Representantes do setor de biocombustíveis entregam nesta segunda-feira (13) uma carta ao presidente Luiz Inácio Lula da Silva (PT) pedindo o avanço da mistura obrigatória de biodiesel no diesel fóssil de 15% (B15) para 17% (B17).
O documento será apresentado ao presidente e ao ministro de Minas e Energia, Alexandre Silveira, durante visita ao Instituto Mauá de Tecnologia, em São Paulo.
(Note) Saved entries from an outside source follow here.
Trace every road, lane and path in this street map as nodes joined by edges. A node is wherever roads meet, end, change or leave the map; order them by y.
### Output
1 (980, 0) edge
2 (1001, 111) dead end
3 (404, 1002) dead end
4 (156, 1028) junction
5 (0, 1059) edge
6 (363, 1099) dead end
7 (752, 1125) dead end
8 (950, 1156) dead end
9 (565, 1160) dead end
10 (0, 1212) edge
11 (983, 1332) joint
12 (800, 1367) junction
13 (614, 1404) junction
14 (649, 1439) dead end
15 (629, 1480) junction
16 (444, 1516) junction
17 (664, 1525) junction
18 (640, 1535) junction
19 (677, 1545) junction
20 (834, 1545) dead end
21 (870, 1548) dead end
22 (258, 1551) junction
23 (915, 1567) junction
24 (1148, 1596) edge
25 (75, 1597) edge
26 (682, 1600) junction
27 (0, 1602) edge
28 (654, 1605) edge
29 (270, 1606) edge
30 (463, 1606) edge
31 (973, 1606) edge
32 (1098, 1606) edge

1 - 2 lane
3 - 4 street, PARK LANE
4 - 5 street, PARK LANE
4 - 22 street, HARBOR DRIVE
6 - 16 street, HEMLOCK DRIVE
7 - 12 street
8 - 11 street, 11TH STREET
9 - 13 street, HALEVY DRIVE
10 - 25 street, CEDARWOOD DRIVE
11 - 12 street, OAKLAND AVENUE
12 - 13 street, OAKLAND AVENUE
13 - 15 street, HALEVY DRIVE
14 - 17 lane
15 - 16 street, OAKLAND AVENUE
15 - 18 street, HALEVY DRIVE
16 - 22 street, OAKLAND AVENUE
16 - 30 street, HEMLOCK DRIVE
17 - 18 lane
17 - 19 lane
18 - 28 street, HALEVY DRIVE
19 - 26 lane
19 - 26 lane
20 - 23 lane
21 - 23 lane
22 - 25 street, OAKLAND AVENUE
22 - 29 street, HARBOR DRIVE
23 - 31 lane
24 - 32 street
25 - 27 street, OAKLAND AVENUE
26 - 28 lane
A instituição realiza testes para avaliar a viabilidade técnica da ampliação da mistura de biodiesel, com estudos que abrangem percentuais entre B16 e B25.
As entidades afirmam que a medida fortalece a produção nacional de biocombustíveis, reduz a dependência de combustíveis fósseis importados, estimula investimentos no agronegócio e contribui para a redução das emissões de gases de efeito estufa.
Segundo o setor, o aumento da mistura também impulsiona a geração de empregos, amplia a demanda por matérias-primas como soja e outras oleaginosas e fortalece a cadeia produtiva do biodiesel no país.
Os testes conduzidos pelo Instituto Mauá fazem parte das ações previstas na Lei do Combustível do Futuro, que estabelece a ampliação gradual da participação dos biocombustíveis na matriz energética brasileira. A legislação prevê que o percentual da mistura seja elevado de forma progressiva, desde que estudos técnicos comprovem a segurança e o desempenho dos motores.
A expectativa do setor é que o governo autorize a adoção do B17 ainda neste ano, dando continuidade ao cronograma de expansão da política nacional de biocombustíveis e acelerando a transição para uma matriz energética mais sustentável.